> [Input data]:
....

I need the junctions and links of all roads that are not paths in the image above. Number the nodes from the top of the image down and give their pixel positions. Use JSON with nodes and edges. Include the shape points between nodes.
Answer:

....

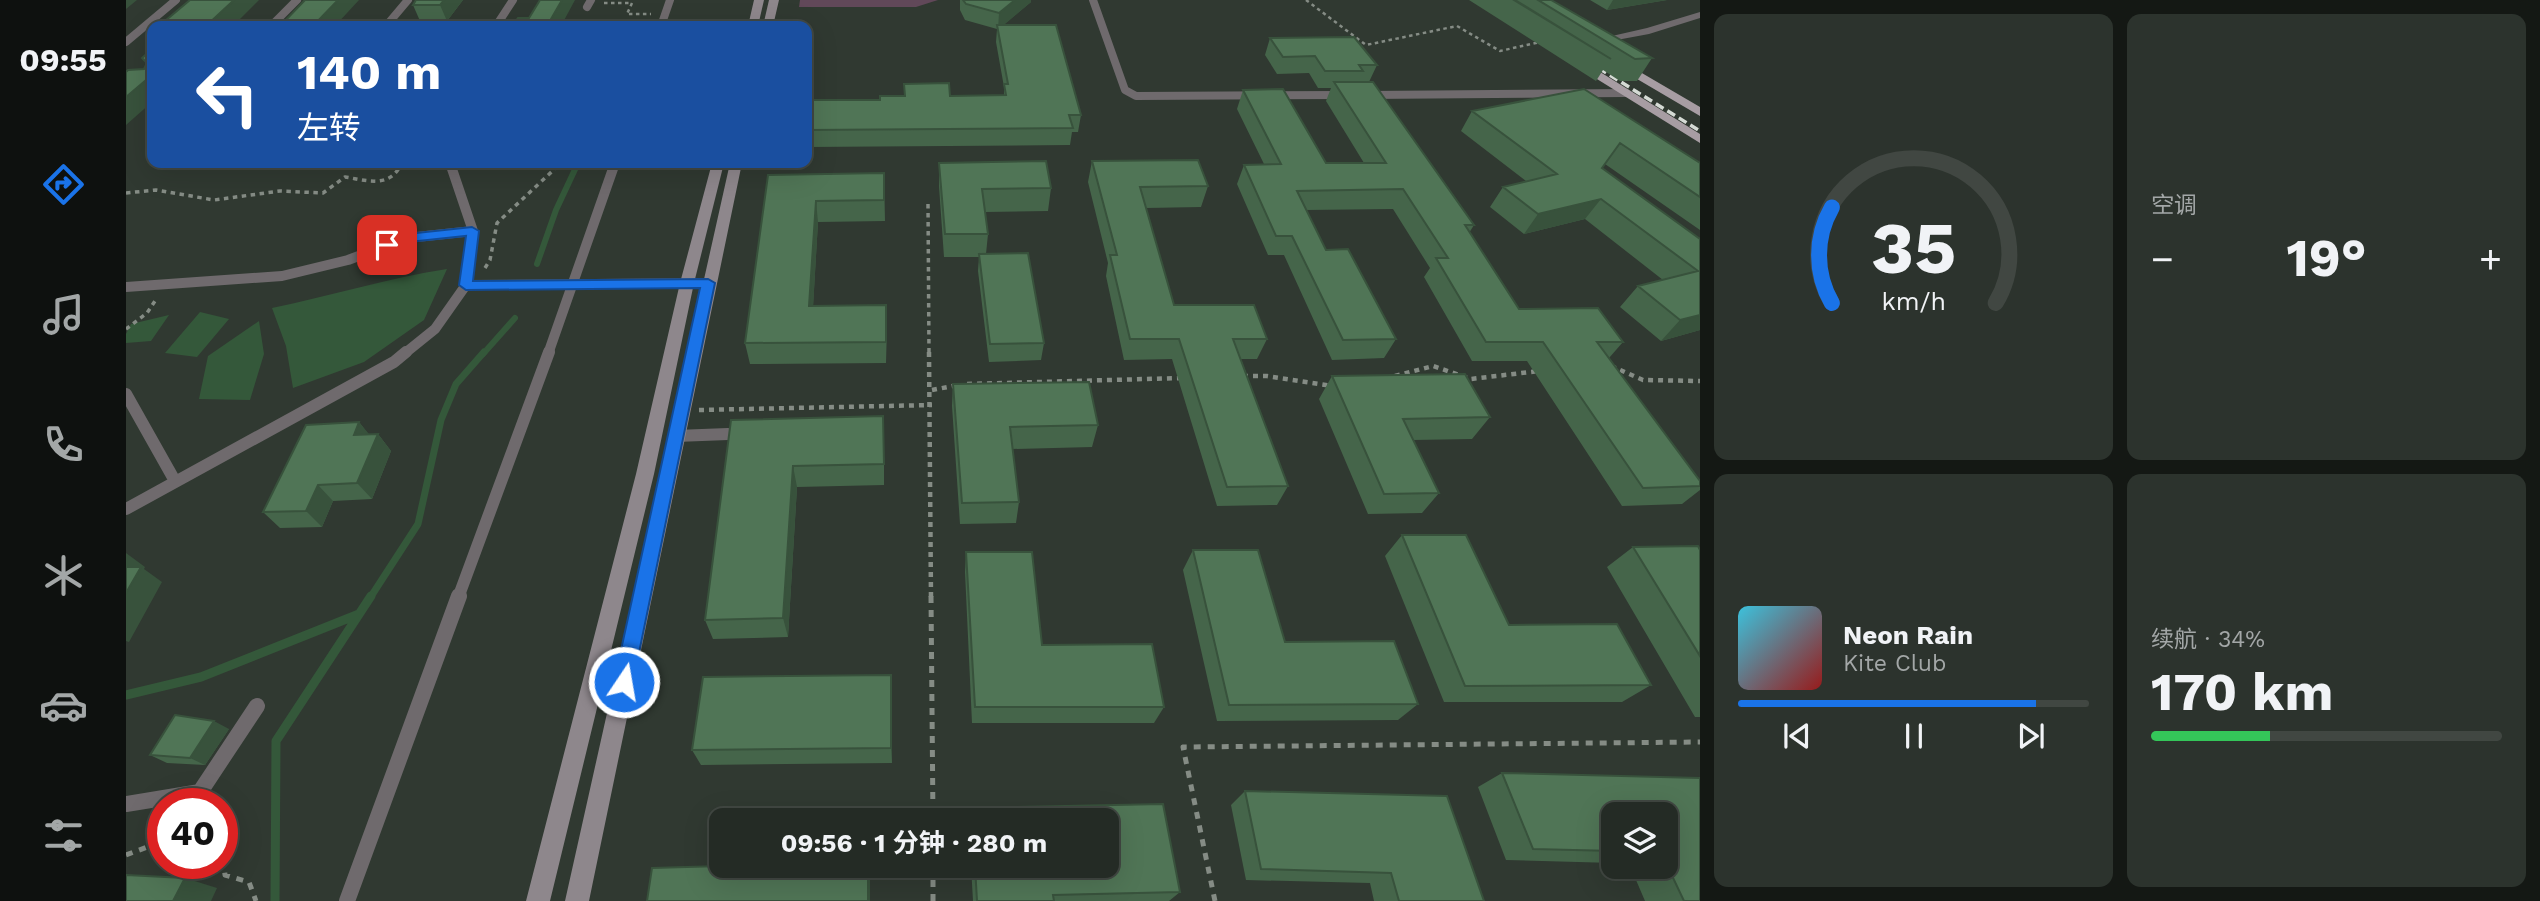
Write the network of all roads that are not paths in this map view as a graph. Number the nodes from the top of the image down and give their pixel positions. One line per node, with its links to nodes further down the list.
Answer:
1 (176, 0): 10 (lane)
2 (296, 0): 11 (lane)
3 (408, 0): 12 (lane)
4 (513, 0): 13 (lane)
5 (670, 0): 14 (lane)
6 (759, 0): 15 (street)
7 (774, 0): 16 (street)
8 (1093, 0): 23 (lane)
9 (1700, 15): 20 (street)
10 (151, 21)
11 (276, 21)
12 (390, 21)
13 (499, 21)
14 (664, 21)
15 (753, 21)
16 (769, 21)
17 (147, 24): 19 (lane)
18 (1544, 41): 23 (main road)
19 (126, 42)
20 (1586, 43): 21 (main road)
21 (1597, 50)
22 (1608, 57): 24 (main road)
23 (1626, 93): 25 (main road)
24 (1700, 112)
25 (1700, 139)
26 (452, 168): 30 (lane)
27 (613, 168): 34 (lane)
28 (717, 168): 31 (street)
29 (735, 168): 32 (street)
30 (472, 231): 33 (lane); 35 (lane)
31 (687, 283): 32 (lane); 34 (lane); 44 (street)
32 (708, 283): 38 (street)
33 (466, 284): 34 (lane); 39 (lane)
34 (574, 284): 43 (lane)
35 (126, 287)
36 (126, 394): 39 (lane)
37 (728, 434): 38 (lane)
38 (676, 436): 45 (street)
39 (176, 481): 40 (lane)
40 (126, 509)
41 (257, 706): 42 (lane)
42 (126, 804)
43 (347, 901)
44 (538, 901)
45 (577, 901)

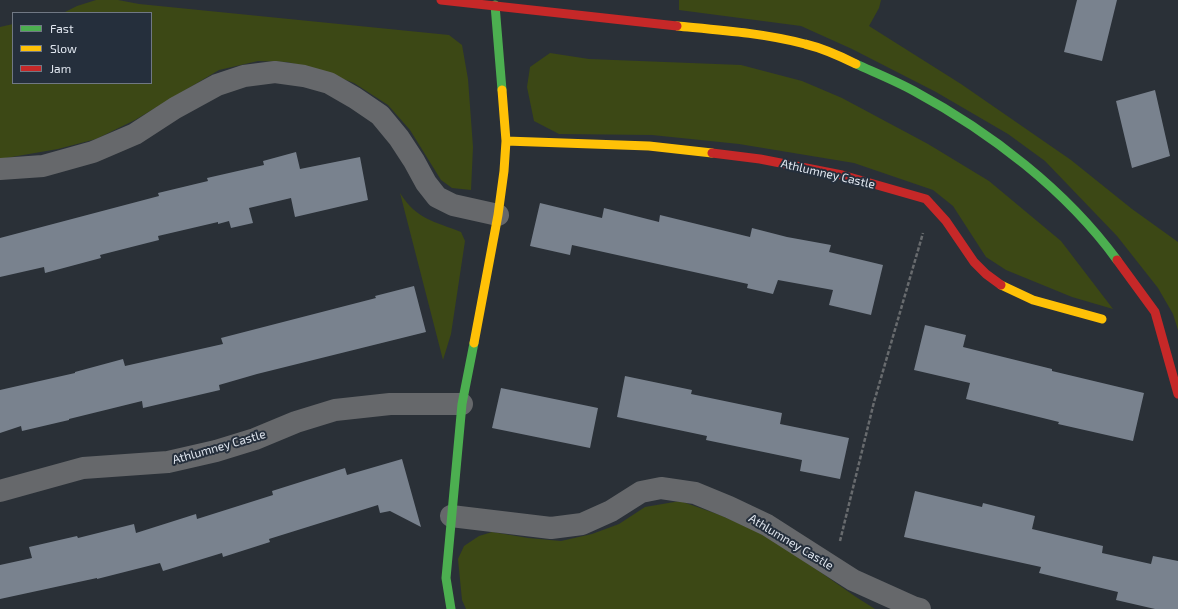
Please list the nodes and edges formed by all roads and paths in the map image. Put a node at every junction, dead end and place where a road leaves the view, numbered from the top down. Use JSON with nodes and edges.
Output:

....

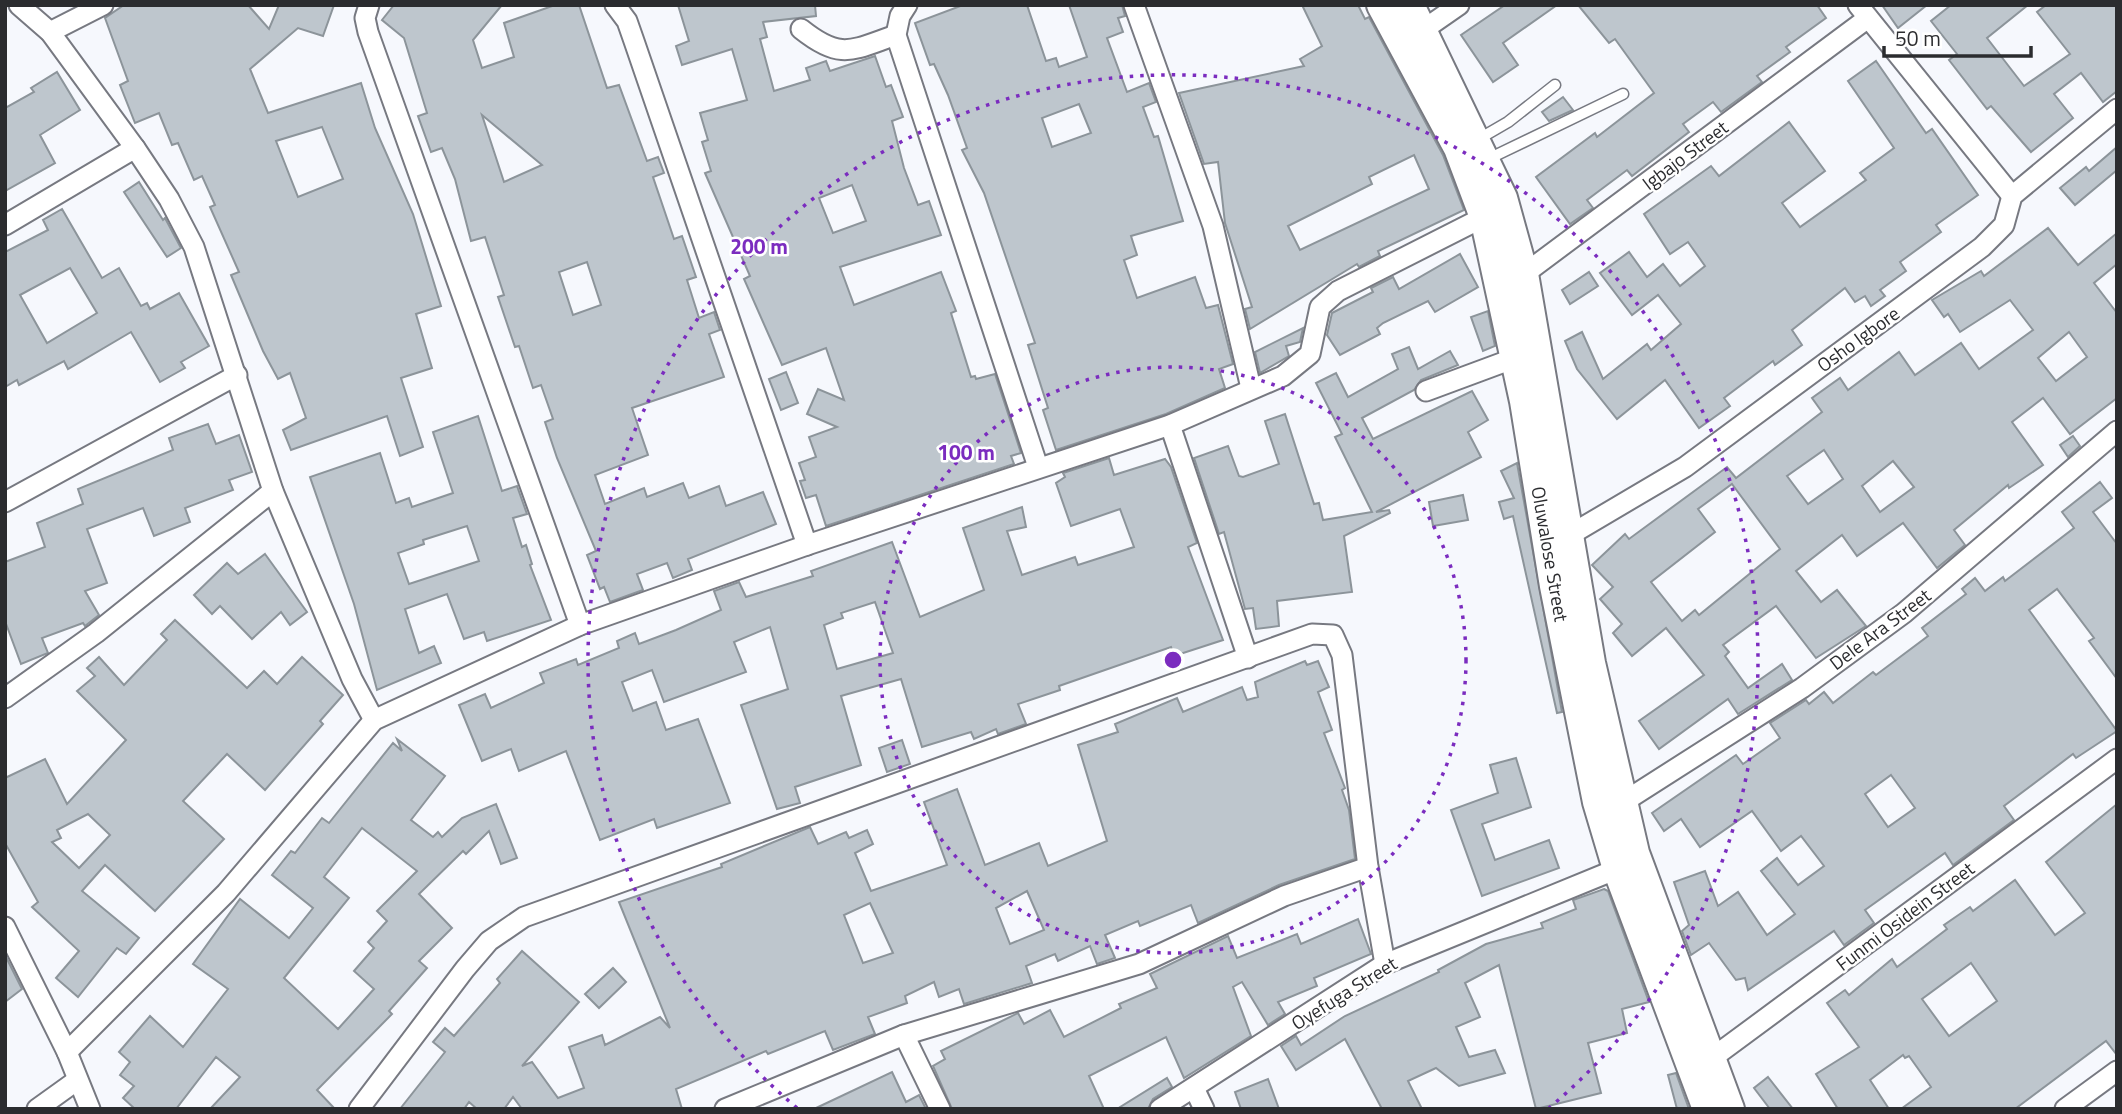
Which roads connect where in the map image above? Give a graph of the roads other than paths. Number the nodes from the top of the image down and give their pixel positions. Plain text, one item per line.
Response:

....

> [Brief]: Find each line above that contains "where", and copy those lines.

> [Output below]:
Please list the nodes and edges formed by all roads and paths in the map image. Put a node at every junction, dead end and place where a road leaves the view, numbered from the top down. Use JSON with nodes and edges.
Which roads connect where in the map image above? Give a graph of the roads other than paths. Number the nodes from the top of the image down and give their pixel positions. Plain text, one item per line.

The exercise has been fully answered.